Records from a collection
╔══

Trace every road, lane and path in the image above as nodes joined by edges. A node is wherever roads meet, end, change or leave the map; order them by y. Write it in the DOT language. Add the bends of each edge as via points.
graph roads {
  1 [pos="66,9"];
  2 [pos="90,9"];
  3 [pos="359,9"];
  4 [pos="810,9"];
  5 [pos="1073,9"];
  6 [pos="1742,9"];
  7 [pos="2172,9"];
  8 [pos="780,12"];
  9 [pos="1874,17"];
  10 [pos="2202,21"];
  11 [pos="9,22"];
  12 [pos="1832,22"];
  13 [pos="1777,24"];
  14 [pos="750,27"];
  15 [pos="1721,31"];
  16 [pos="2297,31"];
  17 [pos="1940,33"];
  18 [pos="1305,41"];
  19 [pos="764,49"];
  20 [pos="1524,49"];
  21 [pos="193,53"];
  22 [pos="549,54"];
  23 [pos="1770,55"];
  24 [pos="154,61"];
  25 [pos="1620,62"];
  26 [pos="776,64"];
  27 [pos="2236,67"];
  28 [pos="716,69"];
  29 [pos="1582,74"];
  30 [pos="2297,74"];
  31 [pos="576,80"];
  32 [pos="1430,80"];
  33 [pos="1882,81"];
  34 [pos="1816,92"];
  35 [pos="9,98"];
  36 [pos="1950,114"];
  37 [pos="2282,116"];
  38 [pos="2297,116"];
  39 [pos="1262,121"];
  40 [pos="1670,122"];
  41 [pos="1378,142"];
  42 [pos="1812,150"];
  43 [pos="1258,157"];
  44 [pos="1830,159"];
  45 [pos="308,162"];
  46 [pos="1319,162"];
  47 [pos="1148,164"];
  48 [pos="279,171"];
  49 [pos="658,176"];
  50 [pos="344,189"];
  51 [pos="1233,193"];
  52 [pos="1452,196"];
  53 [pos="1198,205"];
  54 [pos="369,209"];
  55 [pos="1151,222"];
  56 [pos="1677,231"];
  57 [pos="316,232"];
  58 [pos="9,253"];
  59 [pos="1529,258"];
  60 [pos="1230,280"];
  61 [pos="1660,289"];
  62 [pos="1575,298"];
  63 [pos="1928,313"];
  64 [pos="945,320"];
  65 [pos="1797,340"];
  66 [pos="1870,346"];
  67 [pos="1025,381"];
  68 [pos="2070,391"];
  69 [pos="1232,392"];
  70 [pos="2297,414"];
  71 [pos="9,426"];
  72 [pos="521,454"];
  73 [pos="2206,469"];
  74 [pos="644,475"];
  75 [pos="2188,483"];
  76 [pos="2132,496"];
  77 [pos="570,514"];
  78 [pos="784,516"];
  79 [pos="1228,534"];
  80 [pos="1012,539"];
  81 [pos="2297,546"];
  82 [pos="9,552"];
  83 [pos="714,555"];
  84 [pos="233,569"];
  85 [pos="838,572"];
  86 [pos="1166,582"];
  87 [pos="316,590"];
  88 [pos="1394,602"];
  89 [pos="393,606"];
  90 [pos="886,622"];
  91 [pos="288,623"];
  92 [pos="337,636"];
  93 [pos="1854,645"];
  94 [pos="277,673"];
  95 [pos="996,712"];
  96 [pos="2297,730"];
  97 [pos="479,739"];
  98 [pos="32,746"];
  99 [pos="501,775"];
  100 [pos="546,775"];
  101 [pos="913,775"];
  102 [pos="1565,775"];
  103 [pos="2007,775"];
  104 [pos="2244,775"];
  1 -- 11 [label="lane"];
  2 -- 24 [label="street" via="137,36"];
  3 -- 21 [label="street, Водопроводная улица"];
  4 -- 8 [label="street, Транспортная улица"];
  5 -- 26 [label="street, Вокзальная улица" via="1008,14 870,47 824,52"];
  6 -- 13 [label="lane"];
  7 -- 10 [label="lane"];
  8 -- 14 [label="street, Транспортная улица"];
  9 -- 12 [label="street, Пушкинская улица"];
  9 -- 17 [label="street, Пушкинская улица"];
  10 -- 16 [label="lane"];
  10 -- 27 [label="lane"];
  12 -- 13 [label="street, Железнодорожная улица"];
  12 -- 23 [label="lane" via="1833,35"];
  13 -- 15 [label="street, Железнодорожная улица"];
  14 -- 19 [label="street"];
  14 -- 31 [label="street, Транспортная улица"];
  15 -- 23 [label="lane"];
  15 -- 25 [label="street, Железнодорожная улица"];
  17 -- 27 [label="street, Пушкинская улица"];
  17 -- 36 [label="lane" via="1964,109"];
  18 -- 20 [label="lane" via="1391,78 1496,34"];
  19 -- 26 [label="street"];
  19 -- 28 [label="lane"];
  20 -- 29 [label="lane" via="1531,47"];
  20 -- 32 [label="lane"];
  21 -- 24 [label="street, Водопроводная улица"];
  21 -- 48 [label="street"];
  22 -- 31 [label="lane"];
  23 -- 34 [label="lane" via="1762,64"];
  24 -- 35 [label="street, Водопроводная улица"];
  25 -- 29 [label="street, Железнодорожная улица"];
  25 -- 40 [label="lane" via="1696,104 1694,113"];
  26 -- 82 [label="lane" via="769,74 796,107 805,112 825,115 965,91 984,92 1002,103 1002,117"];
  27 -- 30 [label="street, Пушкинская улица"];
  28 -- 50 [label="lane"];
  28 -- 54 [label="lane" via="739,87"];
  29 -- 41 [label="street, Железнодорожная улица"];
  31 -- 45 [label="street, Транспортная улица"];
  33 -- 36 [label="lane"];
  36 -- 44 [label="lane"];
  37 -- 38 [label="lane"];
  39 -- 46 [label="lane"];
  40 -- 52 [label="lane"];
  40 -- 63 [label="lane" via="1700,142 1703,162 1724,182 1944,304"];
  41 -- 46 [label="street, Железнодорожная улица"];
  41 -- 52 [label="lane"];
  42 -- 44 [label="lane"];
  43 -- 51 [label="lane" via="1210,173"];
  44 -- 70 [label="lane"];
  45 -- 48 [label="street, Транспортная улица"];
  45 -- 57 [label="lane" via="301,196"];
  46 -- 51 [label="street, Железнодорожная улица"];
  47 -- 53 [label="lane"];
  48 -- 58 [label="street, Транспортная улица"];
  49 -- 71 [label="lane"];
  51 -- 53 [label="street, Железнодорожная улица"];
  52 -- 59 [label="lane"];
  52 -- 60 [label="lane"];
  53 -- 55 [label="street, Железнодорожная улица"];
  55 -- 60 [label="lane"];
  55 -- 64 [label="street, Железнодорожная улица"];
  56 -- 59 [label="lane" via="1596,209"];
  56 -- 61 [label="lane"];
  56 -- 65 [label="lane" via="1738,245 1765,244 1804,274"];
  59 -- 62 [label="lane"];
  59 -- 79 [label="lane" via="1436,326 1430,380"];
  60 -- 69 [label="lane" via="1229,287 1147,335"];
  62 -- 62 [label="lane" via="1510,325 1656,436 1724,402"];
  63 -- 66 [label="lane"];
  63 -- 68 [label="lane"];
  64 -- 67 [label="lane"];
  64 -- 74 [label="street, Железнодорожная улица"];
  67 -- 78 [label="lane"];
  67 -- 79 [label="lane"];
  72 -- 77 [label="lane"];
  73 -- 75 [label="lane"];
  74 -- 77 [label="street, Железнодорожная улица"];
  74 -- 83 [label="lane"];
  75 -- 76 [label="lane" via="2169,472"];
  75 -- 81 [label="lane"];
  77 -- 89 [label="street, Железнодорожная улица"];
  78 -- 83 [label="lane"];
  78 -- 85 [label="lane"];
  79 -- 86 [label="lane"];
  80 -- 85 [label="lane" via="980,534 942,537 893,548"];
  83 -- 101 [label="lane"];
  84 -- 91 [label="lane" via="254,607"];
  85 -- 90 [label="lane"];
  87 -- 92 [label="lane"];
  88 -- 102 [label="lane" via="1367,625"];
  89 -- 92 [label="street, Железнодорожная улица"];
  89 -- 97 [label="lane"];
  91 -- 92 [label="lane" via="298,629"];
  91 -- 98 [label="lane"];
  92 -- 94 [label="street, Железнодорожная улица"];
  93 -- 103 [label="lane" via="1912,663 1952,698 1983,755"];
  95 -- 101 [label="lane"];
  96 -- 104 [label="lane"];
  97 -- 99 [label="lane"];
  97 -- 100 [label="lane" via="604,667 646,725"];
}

╚══

» WHAT YOU NEED TO DO
Wherever the word "Транспортная" appears in a line of the data, copy that line.

» EXERCISE ANSWER
  4 -- 8 [label="street, Транспортная улица"];
  8 -- 14 [label="street, Транспортная улица"];
  14 -- 31 [label="street, Транспортная улица"];
  31 -- 45 [label="street, Транспортная улица"];
  45 -- 48 [label="street, Транспортная улица"];
  48 -- 58 [label="street, Транспортная улица"];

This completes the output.